*REQUIRED WORK*
Provide only the number of lines below that contain the word "junctions".

SOURCE MATERIAL START

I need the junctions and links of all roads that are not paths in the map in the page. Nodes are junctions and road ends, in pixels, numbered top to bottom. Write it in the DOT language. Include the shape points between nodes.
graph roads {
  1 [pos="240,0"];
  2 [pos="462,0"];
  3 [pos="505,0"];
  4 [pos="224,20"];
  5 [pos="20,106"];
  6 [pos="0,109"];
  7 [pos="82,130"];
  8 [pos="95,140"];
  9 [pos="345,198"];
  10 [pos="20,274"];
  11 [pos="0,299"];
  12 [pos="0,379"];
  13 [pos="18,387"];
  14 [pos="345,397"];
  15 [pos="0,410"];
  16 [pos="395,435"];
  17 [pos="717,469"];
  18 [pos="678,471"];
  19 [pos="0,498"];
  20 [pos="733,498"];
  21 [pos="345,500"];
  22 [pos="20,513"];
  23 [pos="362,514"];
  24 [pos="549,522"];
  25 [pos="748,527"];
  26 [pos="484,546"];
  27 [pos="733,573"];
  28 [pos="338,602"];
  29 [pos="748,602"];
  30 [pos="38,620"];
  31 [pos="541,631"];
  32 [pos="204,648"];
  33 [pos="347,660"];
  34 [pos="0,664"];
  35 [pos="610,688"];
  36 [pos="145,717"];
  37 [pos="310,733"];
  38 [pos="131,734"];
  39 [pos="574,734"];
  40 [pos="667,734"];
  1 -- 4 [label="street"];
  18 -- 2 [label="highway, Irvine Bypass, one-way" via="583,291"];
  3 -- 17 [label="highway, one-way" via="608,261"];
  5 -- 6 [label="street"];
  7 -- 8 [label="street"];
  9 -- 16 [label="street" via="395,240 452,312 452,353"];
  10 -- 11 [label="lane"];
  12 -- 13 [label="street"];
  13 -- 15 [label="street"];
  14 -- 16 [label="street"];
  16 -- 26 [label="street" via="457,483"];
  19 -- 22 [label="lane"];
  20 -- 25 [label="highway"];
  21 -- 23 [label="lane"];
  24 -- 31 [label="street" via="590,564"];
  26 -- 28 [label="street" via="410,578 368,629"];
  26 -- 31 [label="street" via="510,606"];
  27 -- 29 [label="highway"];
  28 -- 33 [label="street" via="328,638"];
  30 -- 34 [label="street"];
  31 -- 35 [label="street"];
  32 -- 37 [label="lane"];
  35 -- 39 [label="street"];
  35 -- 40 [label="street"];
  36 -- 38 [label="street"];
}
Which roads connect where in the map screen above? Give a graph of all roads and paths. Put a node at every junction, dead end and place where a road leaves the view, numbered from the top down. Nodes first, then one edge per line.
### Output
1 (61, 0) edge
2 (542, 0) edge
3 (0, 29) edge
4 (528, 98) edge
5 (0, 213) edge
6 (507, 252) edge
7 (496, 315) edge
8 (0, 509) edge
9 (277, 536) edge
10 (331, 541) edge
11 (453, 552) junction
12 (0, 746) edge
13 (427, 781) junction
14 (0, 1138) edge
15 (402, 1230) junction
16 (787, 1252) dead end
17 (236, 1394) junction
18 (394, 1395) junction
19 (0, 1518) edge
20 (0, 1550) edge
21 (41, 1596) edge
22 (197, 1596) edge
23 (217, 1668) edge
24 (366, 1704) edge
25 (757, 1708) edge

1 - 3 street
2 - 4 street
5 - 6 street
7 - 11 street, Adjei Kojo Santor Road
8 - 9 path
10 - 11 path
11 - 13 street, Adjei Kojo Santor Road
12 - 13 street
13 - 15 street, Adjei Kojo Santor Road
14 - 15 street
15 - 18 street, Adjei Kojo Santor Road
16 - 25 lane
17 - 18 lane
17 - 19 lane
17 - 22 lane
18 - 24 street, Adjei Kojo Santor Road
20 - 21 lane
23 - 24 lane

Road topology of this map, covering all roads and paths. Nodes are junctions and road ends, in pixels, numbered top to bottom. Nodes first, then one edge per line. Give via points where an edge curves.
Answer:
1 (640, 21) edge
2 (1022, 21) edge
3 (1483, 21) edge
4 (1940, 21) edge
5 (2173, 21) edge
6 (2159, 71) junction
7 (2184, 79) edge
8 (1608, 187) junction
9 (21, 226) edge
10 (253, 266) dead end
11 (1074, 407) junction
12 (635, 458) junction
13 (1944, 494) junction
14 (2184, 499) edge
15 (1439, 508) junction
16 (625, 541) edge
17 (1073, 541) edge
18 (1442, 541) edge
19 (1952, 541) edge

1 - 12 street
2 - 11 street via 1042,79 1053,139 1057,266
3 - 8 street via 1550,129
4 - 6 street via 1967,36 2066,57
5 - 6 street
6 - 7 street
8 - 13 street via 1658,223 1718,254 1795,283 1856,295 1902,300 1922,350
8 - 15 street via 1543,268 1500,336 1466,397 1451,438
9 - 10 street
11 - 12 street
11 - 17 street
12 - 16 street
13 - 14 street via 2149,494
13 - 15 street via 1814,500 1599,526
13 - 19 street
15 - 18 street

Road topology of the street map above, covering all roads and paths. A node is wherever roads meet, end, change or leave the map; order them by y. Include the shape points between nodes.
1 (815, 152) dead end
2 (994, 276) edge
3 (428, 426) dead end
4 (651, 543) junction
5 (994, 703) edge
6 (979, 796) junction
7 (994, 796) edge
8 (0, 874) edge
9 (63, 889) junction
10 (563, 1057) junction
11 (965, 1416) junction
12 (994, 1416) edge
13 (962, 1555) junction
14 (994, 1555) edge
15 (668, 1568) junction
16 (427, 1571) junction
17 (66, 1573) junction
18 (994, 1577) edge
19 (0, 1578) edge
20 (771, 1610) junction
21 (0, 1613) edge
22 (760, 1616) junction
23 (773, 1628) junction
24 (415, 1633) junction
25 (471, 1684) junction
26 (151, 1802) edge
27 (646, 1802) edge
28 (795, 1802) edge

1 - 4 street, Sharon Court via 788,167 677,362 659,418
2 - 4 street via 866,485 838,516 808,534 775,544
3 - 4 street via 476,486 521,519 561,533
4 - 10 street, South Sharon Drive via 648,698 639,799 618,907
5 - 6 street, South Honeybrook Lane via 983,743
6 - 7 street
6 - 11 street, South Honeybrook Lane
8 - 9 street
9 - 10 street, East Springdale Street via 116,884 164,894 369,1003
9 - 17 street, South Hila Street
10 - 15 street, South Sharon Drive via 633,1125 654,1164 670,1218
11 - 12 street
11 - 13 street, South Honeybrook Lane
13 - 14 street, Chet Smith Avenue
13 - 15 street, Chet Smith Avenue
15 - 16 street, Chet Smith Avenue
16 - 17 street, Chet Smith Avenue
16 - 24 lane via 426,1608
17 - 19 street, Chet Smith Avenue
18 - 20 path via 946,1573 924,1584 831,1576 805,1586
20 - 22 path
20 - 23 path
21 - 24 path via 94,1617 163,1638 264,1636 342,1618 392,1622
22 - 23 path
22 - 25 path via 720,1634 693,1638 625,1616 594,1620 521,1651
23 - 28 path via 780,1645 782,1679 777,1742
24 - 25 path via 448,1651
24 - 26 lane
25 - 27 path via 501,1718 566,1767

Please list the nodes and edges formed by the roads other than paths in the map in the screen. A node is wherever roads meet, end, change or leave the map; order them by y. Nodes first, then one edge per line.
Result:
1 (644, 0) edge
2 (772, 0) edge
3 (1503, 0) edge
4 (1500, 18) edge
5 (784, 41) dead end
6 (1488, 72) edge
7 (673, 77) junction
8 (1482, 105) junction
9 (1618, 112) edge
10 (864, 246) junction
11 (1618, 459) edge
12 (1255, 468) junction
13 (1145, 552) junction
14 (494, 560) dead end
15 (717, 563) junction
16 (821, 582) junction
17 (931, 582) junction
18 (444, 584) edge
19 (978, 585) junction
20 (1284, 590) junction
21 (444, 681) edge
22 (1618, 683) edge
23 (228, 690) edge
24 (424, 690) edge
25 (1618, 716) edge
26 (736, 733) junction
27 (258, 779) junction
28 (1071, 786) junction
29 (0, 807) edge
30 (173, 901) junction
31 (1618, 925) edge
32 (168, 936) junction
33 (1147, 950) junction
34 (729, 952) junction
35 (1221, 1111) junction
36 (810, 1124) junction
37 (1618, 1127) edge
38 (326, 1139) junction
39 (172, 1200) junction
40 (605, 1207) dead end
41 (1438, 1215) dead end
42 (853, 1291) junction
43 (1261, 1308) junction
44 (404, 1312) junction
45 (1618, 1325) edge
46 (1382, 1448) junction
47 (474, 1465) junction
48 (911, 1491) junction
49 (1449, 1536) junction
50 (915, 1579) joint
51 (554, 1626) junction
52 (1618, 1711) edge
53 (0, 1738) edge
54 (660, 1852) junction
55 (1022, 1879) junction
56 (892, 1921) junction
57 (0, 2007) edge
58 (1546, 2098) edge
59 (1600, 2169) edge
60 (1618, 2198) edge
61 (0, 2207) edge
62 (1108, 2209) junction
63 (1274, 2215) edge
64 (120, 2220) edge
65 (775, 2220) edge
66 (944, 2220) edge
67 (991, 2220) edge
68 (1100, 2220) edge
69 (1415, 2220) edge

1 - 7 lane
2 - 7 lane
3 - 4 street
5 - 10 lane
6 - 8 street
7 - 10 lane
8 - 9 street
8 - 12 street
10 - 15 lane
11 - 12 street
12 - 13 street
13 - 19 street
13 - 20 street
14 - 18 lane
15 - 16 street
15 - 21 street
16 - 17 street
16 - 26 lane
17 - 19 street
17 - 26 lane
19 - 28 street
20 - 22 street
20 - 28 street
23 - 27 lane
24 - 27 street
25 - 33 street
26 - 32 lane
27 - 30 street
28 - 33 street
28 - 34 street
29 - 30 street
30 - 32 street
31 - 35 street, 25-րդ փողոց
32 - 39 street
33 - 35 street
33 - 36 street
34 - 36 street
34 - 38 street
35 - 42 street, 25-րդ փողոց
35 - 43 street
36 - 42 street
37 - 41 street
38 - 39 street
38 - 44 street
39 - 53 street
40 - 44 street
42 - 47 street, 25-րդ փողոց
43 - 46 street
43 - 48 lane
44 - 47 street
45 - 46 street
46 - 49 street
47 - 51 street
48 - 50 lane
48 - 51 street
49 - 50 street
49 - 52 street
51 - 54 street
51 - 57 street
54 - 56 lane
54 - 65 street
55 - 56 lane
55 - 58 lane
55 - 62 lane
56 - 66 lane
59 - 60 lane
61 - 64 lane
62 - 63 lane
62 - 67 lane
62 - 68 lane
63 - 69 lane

SOURCE MATERIAL END

*REPLY*
2